Brief: Reproduce each record exactly, but exclude every picture.

Provided entries:
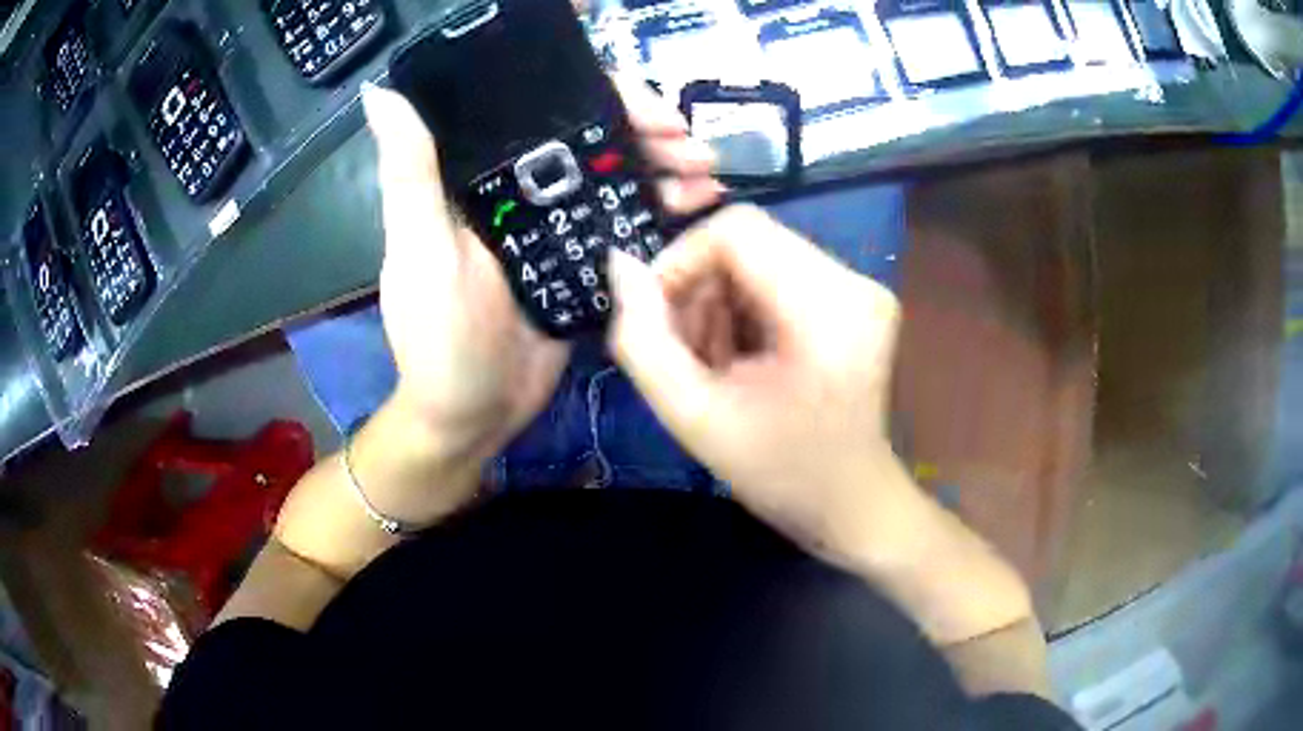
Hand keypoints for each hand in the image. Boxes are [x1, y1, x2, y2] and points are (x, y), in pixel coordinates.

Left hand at [362, 80, 721, 464]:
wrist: (472, 414)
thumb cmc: (438, 335)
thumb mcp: (420, 248)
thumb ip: (410, 172)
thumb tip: (380, 92)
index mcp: (482, 174)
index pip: (545, 110)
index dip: (602, 97)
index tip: (649, 110)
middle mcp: (522, 188)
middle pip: (593, 139)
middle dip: (647, 133)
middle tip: (694, 145)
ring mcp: (558, 226)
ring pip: (618, 177)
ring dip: (666, 166)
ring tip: (709, 173)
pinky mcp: (585, 263)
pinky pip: (628, 224)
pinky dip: (665, 210)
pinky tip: (701, 205)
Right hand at [606, 205, 907, 554]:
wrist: (851, 503)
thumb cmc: (780, 473)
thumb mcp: (694, 418)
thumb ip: (643, 341)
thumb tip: (619, 265)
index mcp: (827, 309)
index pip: (736, 230)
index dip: (680, 261)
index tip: (658, 318)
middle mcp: (854, 282)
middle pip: (748, 241)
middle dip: (700, 289)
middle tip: (688, 355)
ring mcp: (862, 287)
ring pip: (760, 255)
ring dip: (721, 302)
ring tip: (719, 365)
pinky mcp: (858, 297)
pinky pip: (781, 274)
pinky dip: (747, 308)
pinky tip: (747, 358)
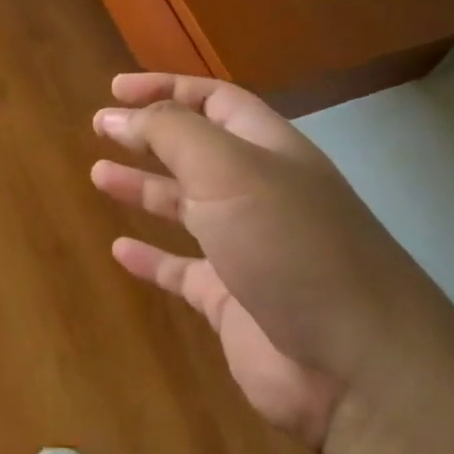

Response box:
Hand keypoints for each hand in the image. Boxes are [x1, y1, x2, y2] and points are (x, y), in pixel coordinates.

Left hand at [362, 80, 721, 464]:
wrist: (472, 414)
thumb cmc: (438, 335)
thumb mcp: (420, 248)
thumb ip: (410, 172)
thumb tip: (380, 92)
index mcp: (482, 174)
index pip: (545, 110)
index dip: (602, 97)
index tip: (649, 110)
middle mcp: (522, 188)
middle pip: (593, 139)
middle dip: (647, 133)
middle tip: (694, 145)
ring mcp: (558, 226)
ring pip: (618, 177)
ring dip: (666, 166)
ring tip: (709, 173)
pinky mcp: (585, 263)
pinky pip: (628, 224)
pinky dip: (665, 210)
pinky tip: (701, 205)
Right hand at [606, 205, 907, 554]:
wrist: (851, 503)
thumb cmc: (780, 473)
thumb mcp: (694, 418)
thumb ip: (643, 341)
thumb tip: (619, 265)
index mcp: (827, 309)
index pip: (736, 230)
index dip: (680, 261)
index tip: (658, 318)
middle mcp: (854, 282)
middle pip: (748, 241)
middle dip: (700, 289)
middle tip: (688, 355)
ring mcp: (862, 287)
ring pip: (760, 255)
ring dip: (721, 302)
ring tip: (719, 365)
pinky mcp: (858, 297)
pinky pip: (781, 274)
pinky dip: (747, 308)
pinky tip: (747, 358)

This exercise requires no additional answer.